The plant will help manage waste treatment, which has been regarded as a very frustrating problem for local residents.

The Soc Son waste-to-energy plant, the largest of its kind in Vietnam at the moment, was officially put into operation and plugged into the national grid on July 25 after enduring several delays.

Located at the Nam Son Waste Treatment Complex in Hanoi, the plant is capable of burning 4,000 tons of dry waste a day.

Nguyen Thi Hong Van, general director of market development in Southeast Asia for Thien Y Environmental Energy JSC, the project’s main investor, said from now until the end of September, the plant will operate an incinerator with a capacity of handling 800 tons of waste daily.

Nguyen Thi Hong Van (in red shirt) said that after the test run, the technical parameters have been safely calibrated. Photo: Pham Dong

“The first generator of the Soc Son plant has an output of 15MW. It has a combustion capacity of around 1,000 tons of waste, roughly one-seventh of the amount of trash produced in the capital every day, to generate electricity. The whole plant is expected to generate up to 75MW of electricity per hour. About 20MW of the electricity generated during the combustion process will be used to feed the operation of the plant while about 50MW will be supplied to the national grid,” Van said.

She added that her company is finalizing procedures to complete the second and third phases of four incinerators. It is expected that all five incinerators will be put into operation in the coming months of 2022, raising the total capacity to 5,000 tons of waste per day (treating 60-70% of Hanoi’s total buried waste).

“All technical adjustments for the second generator have been completed and it will also begin operations after getting approval from the authorities. Three combustion chambers have also been successfully calibrated and can operate as soon as they are allowed to. The plant will consume around 15-20% of its output and sell the rest to the state-run Vietnam Electricity corporation,” Van said.

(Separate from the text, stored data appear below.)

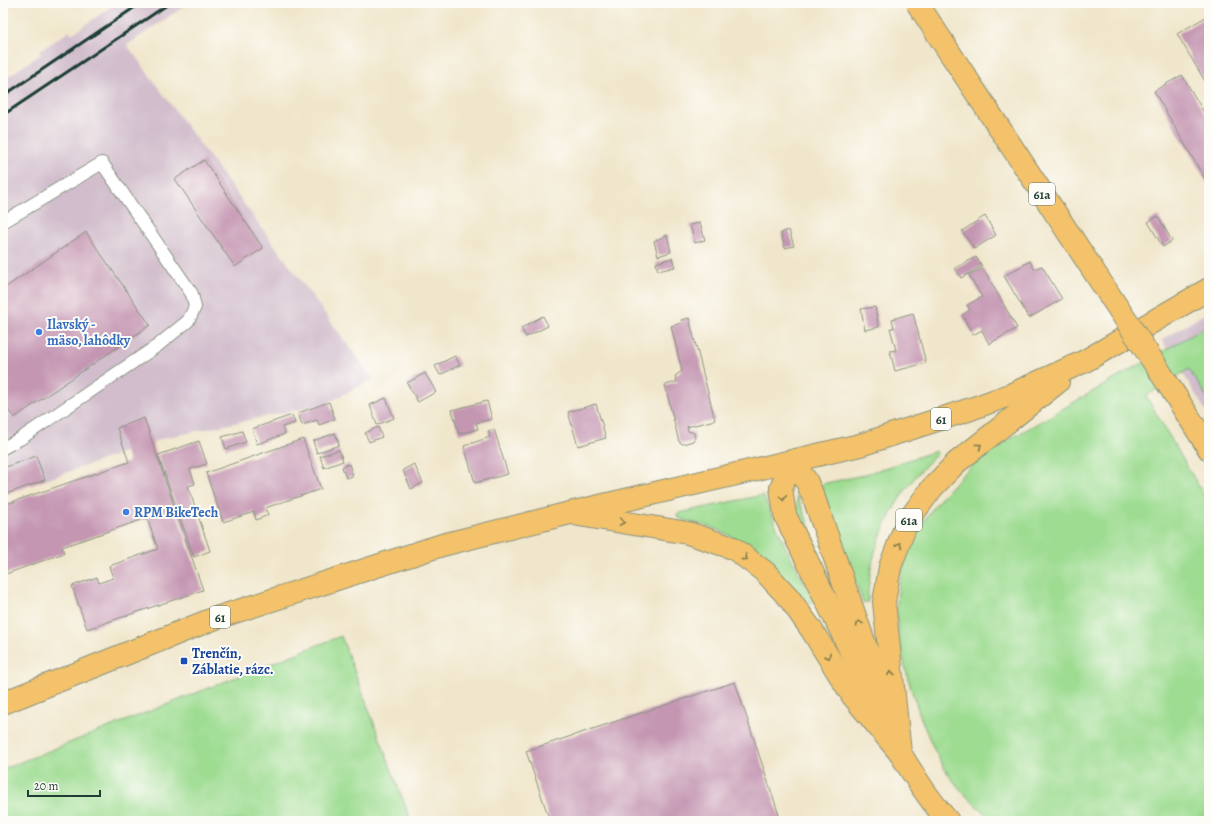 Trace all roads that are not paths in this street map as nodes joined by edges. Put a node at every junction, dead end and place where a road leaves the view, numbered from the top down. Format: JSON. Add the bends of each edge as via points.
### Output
{"nodes":[{"id":1,"x":917,"y":3,"type":"edge"},
{"id":2,"x":3,"y":222,"type":"edge"},
{"id":3,"x":1209,"y":289,"type":"edge"},
{"id":4,"x":1085,"y":361,"type":"junction"},
{"id":5,"x":3,"y":448,"type":"edge"},
{"id":6,"x":1209,"y":449,"type":"edge"},
{"id":7,"x":792,"y":462,"type":"junction"},
{"id":8,"x":570,"y":513,"type":"junction"},
{"id":9,"x":3,"y":703,"type":"edge"},
{"id":10,"x":900,"y":753,"type":"junction"},
{"id":11,"x":948,"y":821,"type":"edge"}],
"edges":[{"from":1,"to":6,"type":"main road","number":"61a","bridge":true},
{"from":2,"to":5,"type":"lane","via":[[102,163],[192,294],[195,307],[188,322],[157,346]]},
{"from":3,"to":4,"type":"main road","number":"61"},
{"from":4,"to":7,"type":"main road","number":"61","via":[[1012,394],[964,412],[860,445]]},
{"from":10,"to":4,"type":"main road","number":"61a","one_way":true,"via":[[884,602],[890,567],[908,522],[932,488],[956,463]]},
{"from":7,"to":8,"type":"main road","number":"61"},
{"from":10,"to":7,"type":"main road","number":"61a","one_way":true,"via":[[863,635],[815,501],[806,480]]},
{"from":7,"to":10,"type":"main road","number":"61a","one_way":true,"via":[[781,488],[785,515]]},
{"from":8,"to":9,"type":"main road","number":"61","via":[[442,545],[213,619]]},
{"from":8,"to":10,"type":"main road","number":"61a","one_way":true,"via":[[688,533],[733,548],[765,572],[789,598],[852,695]]},
{"from":10,"to":11,"type":"main road","number":"61a","via":[[921,787]]}]}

Engineers monitor and operate the waste treatment process after the plant is connected to the national power grid. Photo: Pham Dong

The Soc Son waste-to-energy project was approved by Hanoi’s authorities in late 2017 with a total investment of VND7trillion (nearly US$30 million). The plant is expected to help handle waste treatment in Hanoi, long regarded as a very frustrating problem for residents living near the Nam Son Waste Treatment Complex.

According to the Hanoi Department of Construction, the city currently discharges 6,500-7,000 tons per day, which are mainly processed at two waste treatment complexes in Soc Son District and Son Tay Town. Until now, they were mostly buried or turned into fertilizer, with a very small portion being burnt to produce electricity.

Under the city's master plan for 2030 with a vision for 2050, Hanoi will have 17 waste treatment zones. However, many waste treatment projects have been delayed due to obstacles relating to site clearance.

It is hoped that the Soc Son waste-to-energy project will reduce the pollution, which has for years affected the lives of people in the capital city.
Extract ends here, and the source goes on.